NMPF Comments Say Regulatory Process Should Permit Gene Editing

On June 19, NMPF submitted comments to the U.S. Food and Drug Administration (FDA) regarding the regulation of animals that result from gene-editing techniques. Gene-editing has potential for the U.S. dairy in helping to address animal welfare, antibiotics and sustainability issues.

In its latest draft Guidance for Industry #187, “Regulation of Intentionally Altered Genomic DNA in Animals,” FDA proposes regulating animals that result from gene-editing techniques within a species in the same manner as animals resulting from transgenic techniques (adding genes from a different species) through the New Animal Drug Application (NADA) process.

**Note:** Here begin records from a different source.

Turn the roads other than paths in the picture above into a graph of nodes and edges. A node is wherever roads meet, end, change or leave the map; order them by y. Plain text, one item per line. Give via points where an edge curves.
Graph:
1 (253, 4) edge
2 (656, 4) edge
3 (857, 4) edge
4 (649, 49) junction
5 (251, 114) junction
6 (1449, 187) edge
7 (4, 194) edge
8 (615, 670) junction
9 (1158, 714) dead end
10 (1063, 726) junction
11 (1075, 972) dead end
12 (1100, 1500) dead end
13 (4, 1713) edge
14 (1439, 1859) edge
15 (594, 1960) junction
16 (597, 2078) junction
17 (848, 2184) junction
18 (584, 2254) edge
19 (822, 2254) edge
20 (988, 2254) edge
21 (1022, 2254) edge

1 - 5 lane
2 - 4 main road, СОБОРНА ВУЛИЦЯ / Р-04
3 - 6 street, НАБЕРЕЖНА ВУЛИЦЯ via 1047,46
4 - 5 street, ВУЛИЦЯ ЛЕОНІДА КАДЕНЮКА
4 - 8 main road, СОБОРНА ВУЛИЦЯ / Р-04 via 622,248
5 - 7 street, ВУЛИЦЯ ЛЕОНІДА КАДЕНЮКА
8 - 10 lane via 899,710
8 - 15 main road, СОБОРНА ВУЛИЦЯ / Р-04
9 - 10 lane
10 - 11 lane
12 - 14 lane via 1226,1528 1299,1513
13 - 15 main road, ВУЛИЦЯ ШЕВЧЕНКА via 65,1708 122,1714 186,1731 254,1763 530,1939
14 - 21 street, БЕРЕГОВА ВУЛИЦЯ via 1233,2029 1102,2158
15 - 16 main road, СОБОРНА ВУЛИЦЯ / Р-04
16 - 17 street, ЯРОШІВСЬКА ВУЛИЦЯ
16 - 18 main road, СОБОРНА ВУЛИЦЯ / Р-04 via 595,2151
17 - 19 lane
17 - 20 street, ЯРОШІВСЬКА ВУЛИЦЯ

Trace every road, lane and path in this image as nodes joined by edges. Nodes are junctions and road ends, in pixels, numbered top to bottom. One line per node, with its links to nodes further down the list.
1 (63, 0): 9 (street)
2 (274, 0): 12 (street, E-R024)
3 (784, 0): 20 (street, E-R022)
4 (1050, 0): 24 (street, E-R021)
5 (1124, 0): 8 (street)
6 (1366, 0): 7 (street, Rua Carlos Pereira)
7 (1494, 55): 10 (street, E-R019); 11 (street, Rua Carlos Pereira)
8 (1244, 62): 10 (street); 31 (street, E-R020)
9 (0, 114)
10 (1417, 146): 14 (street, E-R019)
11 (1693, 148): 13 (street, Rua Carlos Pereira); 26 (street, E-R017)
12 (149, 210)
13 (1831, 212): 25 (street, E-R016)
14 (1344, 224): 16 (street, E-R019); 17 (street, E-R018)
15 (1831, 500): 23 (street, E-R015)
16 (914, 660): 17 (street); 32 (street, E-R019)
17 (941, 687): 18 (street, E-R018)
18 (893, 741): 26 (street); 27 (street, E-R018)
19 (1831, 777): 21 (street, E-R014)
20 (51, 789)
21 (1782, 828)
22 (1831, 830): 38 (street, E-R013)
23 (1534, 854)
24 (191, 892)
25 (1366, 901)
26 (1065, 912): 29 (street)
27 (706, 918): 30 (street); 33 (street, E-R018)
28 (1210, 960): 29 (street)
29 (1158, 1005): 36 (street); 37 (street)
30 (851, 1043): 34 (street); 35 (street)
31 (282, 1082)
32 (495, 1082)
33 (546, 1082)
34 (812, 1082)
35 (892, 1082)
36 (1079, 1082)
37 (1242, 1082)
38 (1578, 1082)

NMPF commented that the NADA process is unnecessary for most gene-editing applications in livestock. Instead, NMPF suggested that FDA use the regulatory framework suggested by the recent 2017 National Academies of Sciences, Engineering and Medicine report, “Preparing for the Future Products of Biotechnology. The report offers a clear pathway FDA can utilize to determine what approval should be required for gene-edited animals not intended to produce biopharmaceuticals or medical devices.

NMPF also proposed that FDA institute a notification process in which the developers of gene-edited animals inform the agency of the technical nature of the genetic edit so that it can categorize and take appropriate action. NMPF noted that FDA’s draft guidance may be appropriate for animals intended to produce biopharmaceuticals or medical devices.